PER CURIAM:* Oscar Hernan-Arroyo (“Hernan”) pleaded guilty to conspiracy, three counts of transferring false social security cards, one count of knowingly possessing a counterfeit alien- registration card, and two counts of being present in the United States, without consent from the Attorney General, following deportation. He was sentenced to 78 months’ imprisonment and appeals his sentence. Hernan asserts that the district court erred in declining to grant him a reduction pursuant to U.S.S.G.
* Pursuant to 5TH CIR. R. 47.5, the court has determined that this opinion should not be published and is not precedent except under the limited circumstances set forth in 5TH CIR. R. 47.5.4.
No. 00-20339 -2- §3E1.1(a) and (b). Interpreting defense counsel’s comments during the sentencing hearing liberally, we believe he preserved this issue for appeal. Based on the deference afforded sentencing courts in determining a defendant’s acceptance of responsibility, however, the district court did not err by finding that Hernan’s statements were insufficient to warrant a reduction for acceptance of responsibility. United States v. Cano-Guel, 167 F.3d 900, 906 (5th Cir. 1999).
Hernan also contends that a prior felony conviction that resulted in his increased sentence under 8 U.S.C. § 1326(b)(2) was an element of the offense that should have been charged in the indictment.
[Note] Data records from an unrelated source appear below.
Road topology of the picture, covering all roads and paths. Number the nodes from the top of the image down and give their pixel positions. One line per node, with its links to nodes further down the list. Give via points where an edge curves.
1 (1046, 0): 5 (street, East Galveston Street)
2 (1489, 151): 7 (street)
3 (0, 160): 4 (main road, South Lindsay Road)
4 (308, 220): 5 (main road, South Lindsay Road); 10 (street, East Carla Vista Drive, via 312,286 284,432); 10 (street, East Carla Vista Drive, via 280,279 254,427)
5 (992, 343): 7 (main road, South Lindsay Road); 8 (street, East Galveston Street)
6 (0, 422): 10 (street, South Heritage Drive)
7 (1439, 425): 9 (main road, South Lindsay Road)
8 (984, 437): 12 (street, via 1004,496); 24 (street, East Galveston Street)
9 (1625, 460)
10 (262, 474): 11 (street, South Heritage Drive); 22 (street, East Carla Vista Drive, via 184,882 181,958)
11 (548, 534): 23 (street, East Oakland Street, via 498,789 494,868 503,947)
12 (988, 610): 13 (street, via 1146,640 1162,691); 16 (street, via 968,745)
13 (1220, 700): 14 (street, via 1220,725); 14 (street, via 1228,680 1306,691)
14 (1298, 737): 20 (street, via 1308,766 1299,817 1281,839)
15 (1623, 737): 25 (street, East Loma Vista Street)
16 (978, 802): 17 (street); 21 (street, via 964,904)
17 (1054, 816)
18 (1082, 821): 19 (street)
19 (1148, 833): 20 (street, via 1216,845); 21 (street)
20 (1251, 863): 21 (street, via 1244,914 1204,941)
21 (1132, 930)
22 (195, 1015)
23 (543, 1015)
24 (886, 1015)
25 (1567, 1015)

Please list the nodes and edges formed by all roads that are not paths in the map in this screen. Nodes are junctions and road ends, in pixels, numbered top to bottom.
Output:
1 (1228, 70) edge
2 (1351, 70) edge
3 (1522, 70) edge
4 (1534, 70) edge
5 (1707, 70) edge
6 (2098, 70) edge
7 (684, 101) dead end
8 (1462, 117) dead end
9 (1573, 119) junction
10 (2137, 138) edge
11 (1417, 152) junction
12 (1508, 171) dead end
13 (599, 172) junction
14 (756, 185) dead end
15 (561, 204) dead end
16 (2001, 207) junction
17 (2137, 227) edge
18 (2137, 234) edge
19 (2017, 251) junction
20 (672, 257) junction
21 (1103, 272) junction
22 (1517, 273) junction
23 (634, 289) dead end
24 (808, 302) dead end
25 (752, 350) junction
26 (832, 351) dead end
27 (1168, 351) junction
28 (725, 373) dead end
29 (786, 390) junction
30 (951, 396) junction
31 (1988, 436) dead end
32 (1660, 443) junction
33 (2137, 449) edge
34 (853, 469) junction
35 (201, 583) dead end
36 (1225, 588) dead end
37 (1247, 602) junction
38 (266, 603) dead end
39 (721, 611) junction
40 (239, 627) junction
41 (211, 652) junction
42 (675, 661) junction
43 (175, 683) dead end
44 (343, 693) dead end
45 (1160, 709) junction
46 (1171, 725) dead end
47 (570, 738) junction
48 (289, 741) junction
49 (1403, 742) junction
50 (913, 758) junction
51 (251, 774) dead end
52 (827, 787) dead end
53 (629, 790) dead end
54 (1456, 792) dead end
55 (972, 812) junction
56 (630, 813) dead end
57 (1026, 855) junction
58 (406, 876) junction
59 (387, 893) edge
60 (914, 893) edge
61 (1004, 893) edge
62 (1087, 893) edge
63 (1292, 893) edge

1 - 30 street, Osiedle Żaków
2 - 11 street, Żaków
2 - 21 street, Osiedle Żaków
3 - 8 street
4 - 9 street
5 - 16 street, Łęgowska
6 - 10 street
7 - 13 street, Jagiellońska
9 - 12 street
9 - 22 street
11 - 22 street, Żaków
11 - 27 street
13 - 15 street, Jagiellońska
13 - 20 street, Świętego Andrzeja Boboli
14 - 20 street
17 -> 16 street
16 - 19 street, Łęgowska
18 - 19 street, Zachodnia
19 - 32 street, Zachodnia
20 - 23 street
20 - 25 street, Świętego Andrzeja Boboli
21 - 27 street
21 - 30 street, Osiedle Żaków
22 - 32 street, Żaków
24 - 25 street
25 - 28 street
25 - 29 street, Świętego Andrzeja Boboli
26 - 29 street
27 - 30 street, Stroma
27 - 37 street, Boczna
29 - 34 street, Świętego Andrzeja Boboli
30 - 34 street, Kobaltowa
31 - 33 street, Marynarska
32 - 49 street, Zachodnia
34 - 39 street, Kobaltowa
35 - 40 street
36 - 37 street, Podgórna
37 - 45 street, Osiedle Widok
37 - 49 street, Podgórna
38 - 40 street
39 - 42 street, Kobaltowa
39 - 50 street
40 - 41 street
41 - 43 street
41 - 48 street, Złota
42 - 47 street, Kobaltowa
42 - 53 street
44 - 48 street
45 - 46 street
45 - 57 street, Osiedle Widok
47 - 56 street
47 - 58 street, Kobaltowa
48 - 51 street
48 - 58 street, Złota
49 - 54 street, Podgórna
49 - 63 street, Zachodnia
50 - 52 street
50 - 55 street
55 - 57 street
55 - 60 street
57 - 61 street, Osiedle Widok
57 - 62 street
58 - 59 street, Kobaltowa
Hernan acknowledges that his argument is foreclosed by the Supreme Court’s decision in Almendarez-Torres v. United States, 523 U.S. 224 (1998), but he seeks to preserve the issue for Supreme Court review in light of the decision in Apprendi v. New Jersey, 530 U.S. 466 (2000).
Apprendi did not overrule Almendarez-Torres. See Apprendi, 530 U.S. at 489-90; United States v. Dabeit, 231 F.3d 979, 984 (5th Cir. 2000), cert. denied, 121 S.Ct. 1214 (2001). Hernan’s argument is foreclosed.
The judgment of the district court is AFFIRMED.